Demna Gvasalia surpreendeu com “La Famiglia” para Gucci, reacendendo o interesse pela marca, tanto pelo visual quanto pelo carisma. A coleção foi apresentada através de um curta-metragem estrelado por Demi Moore, com personagens vestindo as peças.

Sob a direção de Louise Trotter, Bottega Veneta apresentou sequências de Intrecciato. Versace, com Dario Vitale, trouxe uma reinterpretação da mulher Versace.

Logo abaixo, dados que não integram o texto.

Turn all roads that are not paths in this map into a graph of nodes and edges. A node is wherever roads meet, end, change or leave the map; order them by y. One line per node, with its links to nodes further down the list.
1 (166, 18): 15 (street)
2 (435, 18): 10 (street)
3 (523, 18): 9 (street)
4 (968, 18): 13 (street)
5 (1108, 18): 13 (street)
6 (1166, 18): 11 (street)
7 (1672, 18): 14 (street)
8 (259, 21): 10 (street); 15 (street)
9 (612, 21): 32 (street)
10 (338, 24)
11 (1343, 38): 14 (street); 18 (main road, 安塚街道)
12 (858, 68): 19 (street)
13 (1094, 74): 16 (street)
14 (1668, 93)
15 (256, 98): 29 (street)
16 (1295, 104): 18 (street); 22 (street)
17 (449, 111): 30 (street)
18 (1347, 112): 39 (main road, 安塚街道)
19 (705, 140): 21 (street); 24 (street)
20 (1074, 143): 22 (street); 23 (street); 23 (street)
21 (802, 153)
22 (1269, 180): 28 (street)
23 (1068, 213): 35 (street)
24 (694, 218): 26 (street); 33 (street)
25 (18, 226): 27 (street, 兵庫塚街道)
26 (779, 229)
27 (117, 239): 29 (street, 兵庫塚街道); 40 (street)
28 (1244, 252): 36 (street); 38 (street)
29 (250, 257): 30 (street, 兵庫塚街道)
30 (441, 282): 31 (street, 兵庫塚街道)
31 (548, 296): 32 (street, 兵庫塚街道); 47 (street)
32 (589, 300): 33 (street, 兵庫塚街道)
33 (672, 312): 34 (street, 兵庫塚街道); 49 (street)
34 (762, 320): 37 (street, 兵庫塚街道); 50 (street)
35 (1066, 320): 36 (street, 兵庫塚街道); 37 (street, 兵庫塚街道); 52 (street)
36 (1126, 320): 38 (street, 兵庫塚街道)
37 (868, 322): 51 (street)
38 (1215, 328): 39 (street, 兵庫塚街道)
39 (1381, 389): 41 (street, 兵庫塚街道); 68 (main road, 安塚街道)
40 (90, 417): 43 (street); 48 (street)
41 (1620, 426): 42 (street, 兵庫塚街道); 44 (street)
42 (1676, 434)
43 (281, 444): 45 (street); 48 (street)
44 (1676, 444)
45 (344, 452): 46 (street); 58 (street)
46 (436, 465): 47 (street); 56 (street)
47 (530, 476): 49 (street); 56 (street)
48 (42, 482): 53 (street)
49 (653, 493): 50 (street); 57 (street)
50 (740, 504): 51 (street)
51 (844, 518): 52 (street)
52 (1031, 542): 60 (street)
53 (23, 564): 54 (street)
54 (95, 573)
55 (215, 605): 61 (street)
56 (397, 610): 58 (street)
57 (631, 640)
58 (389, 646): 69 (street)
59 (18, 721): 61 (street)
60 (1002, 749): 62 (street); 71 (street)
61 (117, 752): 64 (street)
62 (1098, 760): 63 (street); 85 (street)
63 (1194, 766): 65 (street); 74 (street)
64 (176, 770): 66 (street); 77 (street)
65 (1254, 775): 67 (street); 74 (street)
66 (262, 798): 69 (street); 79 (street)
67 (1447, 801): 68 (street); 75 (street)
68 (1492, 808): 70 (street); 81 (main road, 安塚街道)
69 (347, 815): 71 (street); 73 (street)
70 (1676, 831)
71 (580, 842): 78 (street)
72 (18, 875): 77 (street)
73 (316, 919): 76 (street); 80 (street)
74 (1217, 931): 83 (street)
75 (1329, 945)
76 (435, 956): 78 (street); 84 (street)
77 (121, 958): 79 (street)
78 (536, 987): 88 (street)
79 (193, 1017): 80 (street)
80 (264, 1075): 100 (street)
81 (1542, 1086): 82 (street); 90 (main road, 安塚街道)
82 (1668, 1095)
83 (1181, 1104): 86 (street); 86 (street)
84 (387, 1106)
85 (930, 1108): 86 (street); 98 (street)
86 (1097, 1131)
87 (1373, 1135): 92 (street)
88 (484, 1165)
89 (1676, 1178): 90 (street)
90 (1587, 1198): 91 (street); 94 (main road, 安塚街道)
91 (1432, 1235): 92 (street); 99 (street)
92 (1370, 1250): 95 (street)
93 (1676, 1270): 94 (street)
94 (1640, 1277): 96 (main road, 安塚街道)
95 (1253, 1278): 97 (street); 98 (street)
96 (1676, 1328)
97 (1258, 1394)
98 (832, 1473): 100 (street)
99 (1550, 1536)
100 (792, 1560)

Na França, a disputa se intensifica entre Hermès, Margiela e Balenciaga. Na Dior, Jonathan Anderson remodelou ícones da marca em tempo recorde, criando uma coleção feminina. Matthieu Blazy optou por uma abordagem mais segura na Chanel, com referências ao acervo da grife, mas sem grandes inovações.

A avaliação das novas direções criativas nas maisons italianas e francesas ainda está em andamento. Assim como o vinho, a expectativa é que as coleções fiquem melhores com o tempo. A transição para novas lideranças apresenta desafios, expondo os designers a um intenso escrutínio público.